First of all you want to define an interface. Right now I can't see how you are supposed to use your cache or in fact what you are doing. Try to implement the following class:

class LRUCache {
    final int size;
    Cache(int size){
        this.size = size;
    }
    void put(String key, Integer value){
        //
    }
    Integer get(String key){
        //
    }
}

EDIT (Response to comment):
Whatever the problem is, first step is to define the interface (by which I don't mean Java interfaces, just something that communicates what's going on).

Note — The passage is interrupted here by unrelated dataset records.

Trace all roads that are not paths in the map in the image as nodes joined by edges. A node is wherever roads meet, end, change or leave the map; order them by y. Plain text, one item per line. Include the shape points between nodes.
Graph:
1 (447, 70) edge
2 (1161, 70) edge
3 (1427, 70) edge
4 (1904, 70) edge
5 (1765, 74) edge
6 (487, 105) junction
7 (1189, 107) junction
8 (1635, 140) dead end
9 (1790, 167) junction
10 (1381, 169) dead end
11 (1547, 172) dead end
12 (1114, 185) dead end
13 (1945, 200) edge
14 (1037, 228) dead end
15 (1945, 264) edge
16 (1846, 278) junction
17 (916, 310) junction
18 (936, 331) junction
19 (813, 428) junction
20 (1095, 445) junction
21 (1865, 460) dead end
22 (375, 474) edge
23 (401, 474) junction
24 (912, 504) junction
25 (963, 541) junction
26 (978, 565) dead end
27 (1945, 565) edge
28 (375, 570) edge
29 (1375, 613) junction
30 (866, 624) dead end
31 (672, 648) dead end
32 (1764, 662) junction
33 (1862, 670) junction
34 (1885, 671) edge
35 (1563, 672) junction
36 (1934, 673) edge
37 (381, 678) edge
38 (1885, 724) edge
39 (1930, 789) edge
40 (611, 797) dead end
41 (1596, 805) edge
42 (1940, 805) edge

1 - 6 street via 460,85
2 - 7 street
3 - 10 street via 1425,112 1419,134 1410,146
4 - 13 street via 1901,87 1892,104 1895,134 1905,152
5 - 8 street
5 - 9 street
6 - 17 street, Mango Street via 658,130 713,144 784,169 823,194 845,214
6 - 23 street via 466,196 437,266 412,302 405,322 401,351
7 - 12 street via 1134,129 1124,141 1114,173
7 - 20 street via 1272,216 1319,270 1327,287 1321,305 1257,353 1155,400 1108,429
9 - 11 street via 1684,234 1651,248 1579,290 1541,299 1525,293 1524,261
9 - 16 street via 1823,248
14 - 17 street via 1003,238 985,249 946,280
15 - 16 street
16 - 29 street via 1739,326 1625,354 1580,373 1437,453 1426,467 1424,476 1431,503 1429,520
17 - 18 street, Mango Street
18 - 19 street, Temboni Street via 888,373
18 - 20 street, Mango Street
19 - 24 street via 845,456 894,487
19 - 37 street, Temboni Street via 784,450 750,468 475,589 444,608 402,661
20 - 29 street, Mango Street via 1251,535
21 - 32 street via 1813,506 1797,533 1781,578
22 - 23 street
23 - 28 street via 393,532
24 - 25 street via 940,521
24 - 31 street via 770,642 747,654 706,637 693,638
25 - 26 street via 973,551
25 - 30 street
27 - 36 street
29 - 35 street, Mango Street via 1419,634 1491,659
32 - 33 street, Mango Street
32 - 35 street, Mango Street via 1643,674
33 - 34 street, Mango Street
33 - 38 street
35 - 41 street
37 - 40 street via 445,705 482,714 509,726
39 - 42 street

In your case, try implementing this then.

class MRU {
    final int size;
    MRU(int size){
        this.size = size;
    }

    void put(Integer value){
        //
    }

    Set<Integer> mostRecentlyUsed(){
        //
    }
}
Sign up to request clarification or add additional context in comments.

2 Comments

i agree creating an interface sounds the right way, at this point the use of the cache is just feeding in a string of numbers and retaining the least frequently used number in the linkedList. I guess there could be a different way of implementing this to make more sense where a number is referenced to the linked list which acts as cache and if the number is not found in the cache it will add a new entry to the cache else it will use the cache in this case
@tmax: added an response, HTH
1

Here's my linkedlist impl of LRU cache, it won't pass the leetcode judge because the linkedlist takes too long (you'll get Time Limit Exceeded).

public class LRUCache {

    private Map<Integer, Integer> blocks = new HashMap<Integer,Integer>();
    private LinkedList<Integer> bru = new LinkedList<Integer>();
    private int capacity;
    private int length;

    public LRUCache(int capacity) {
        this.capacity = capacity;
        this.length = 0;
    }

    public int get(int key) {
        Integer value = blocks.get(key);
        if (value != null) {
            bru.remove(value);
            bru.addFirst(value);
            return value;
        }
        return -1;
    }

    public void set(int key, int value) {
        if (blocks.containsKey(key)) {
            bru.remove(blocks.get(key));
            blocks.put(key, value);
        } else {
            if (length >= capacity) {
                blocks.remove(bru.removeLast());
                length--;
            }

            length++;
            blocks.put(key, value);
        }
        bru.addFirst(value);
    }
}

Comments

0

I'd use

LinkedList<Integer> list = new LinkedList<>();

and instead of your implementation I'd use

if (list.size() >= 3) {
    System.out.println();
    System.out.println("feed is *" + feed[i + 1] + "*");

    // retrieve the next value from the feed
    Integer next = feed[i + 1];

    if (!list.remove(next)) {
        list.removeLast();
    }
    list.addFirst(next);

}

System.out.println("Current elements in cache at " + i);

In case the next value is in the list, it is removed and put as the first element in the list.

In case the next value is not in the list, the last element is removed and the next value is put as first element in the list.

When you then look up elements in the list, e. g. by indexOf(...) the list is searched from the newest to the oldest entry.